The Bristol-Myers Squibb gift brings the total of the community-wide giving campaign to $21.5 million. The naming gift for the children’s hospital was announced in November when B. Thomas Golisano of Pittsford, N.Y., philanthropist and founder and chairman of Paychex Inc., pledged $6 million to the children’s hospital campaign.

“We are overwhelmed by the continued support from the community for this project,” said Mary Ann Shaw, chair of the children’s hospital campaign committee. “On behalf of everyone who has been involved in the children’s hospital campaign, I’d like to thank our local Bristol-Myers Squibb officials for working so hard with their corporate headquarters over the last year and a half to obtain this tremendous gift.

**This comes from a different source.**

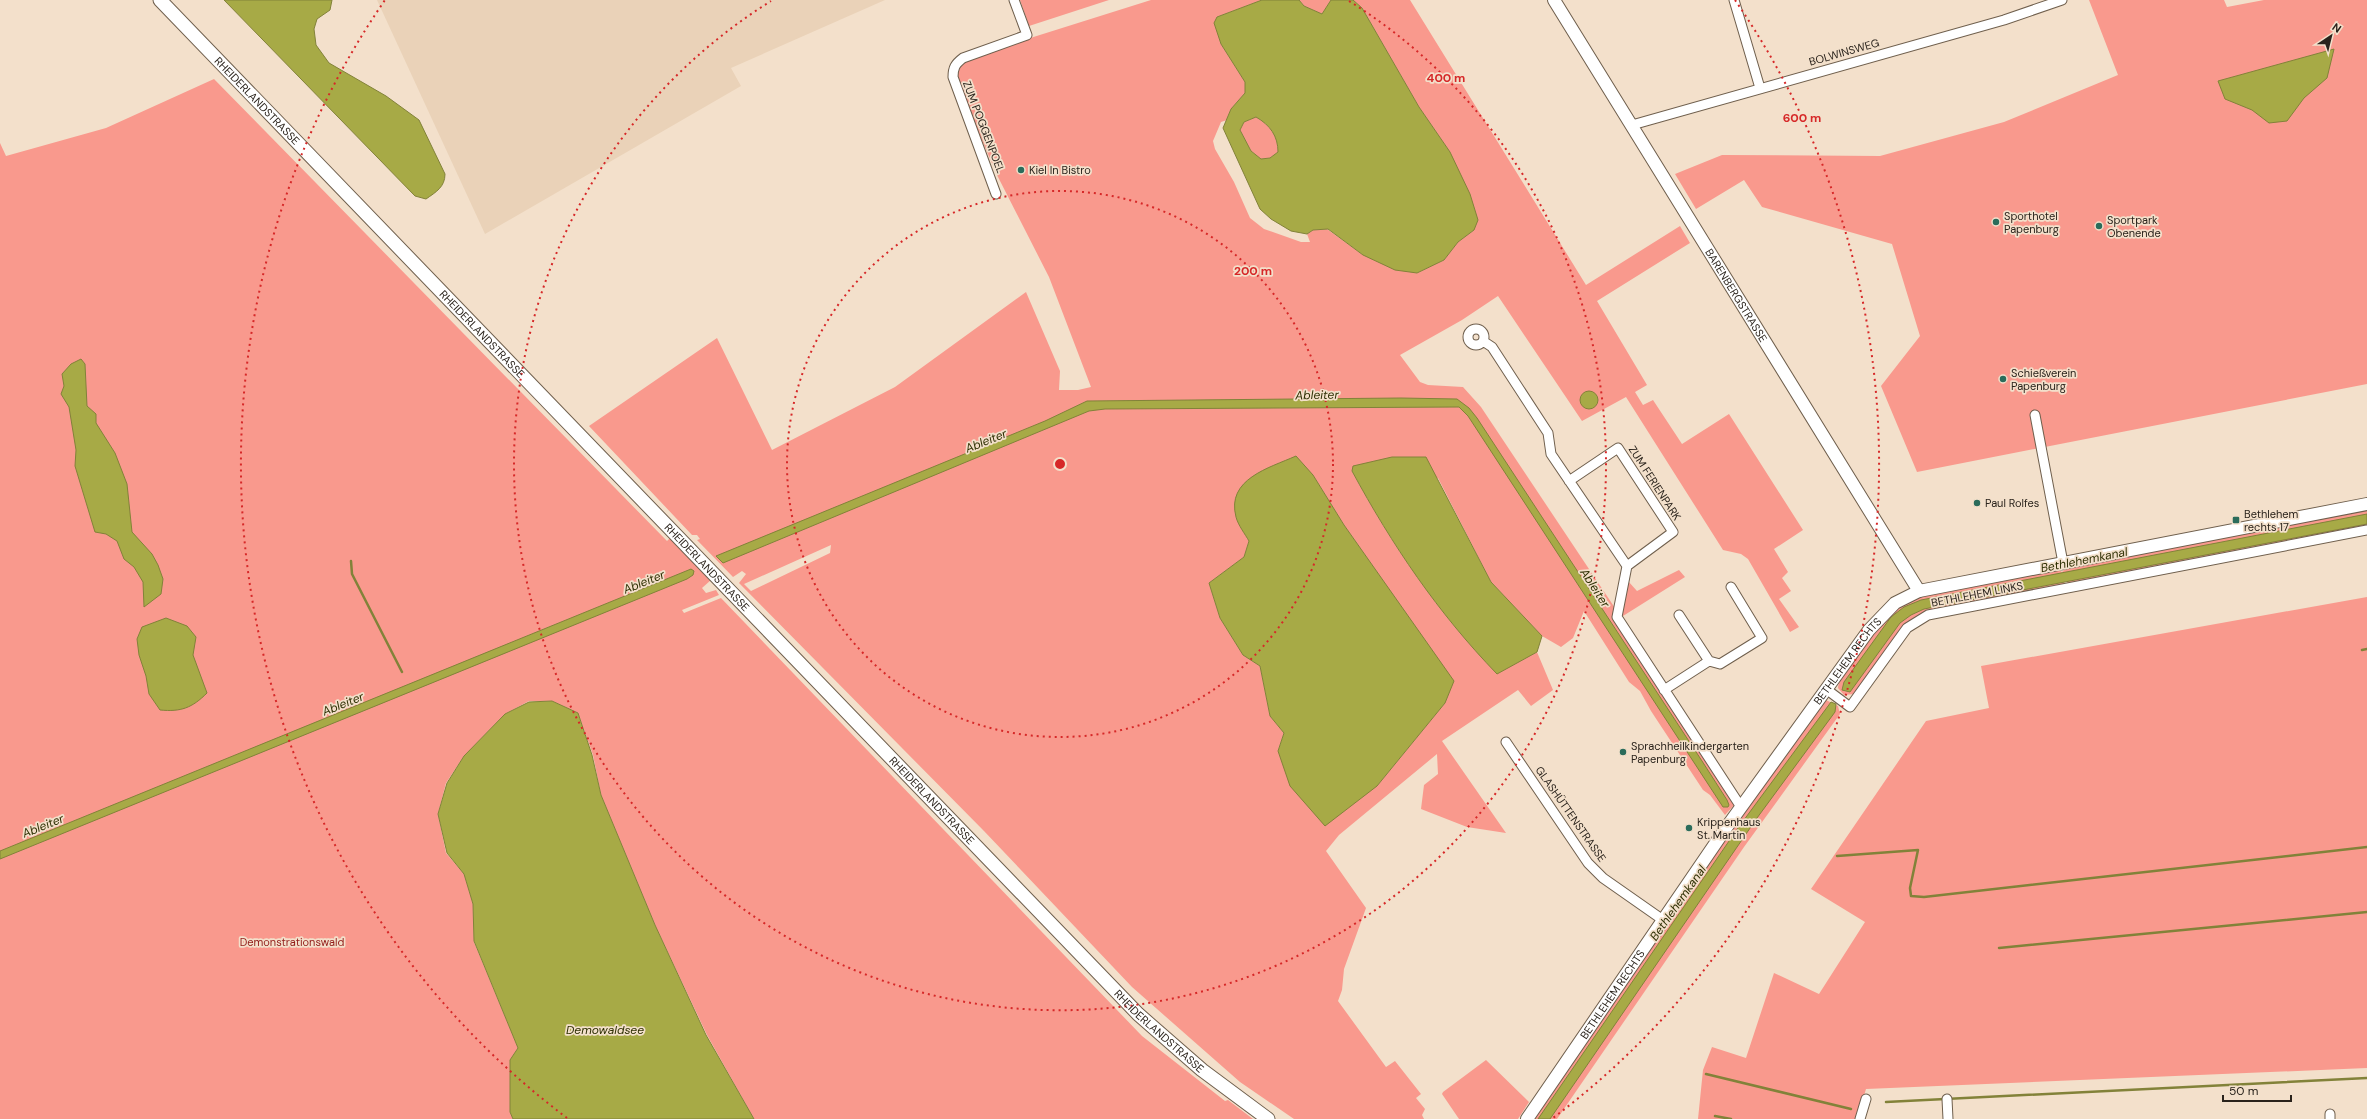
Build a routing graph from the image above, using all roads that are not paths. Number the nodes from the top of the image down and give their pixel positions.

It certainly puts the exclamation point on this campaign.”

Over the last two decades, Bristol-Myers Squibb has contributed nearly $900,000 to SUNY Upstate projects and programs, including cancer research, the Joslin Diabetes Center, the thoracic surgery program and the Central New York Children’s Miracle Network.

The Central New York Children’s Hospital increases the amount of dedicated space to pediatric medicine at University Hospital from 18,000 square feet to 87,000. It will feature 70 private patient rooms with enough space for a pullout sofa or bed to accommodate parents who want to stay the night in their child’s room. There will also be separate family sleep quarters. Nursing stations will be located between each room to put nurses in closer proximity to patients when not providing patient care. A 15-bed pediatric intensive care unit will be included in the children’s hospital. Lighting specifications have been redesigned to provide patients with warmer, more natural light to replace the glow of fluorescent fixtures.

Other design highlights of the children’s hospital include: a pediatric meditation space, breast-feeding rooms, family shower area, age appropriate play spaces, family activity rooms, and private conference and consult rooms to accommodate physician and family discussions.

A family resource center will serve as a library or learning center where families can go to get more information on their child’s illness and research other issues. The center will also make available to families and patients, videos, DVDs, games and other items, such as light reading materials.

The Golisano Children’s Hospital will comprise the top two floors of University Hospital’s vertical expansion, which includes new patient care floors for cardiovascular, neurosurgery and oncology services. Groundbreaking for the vertical expansion is set for this fall with an opening in 2009.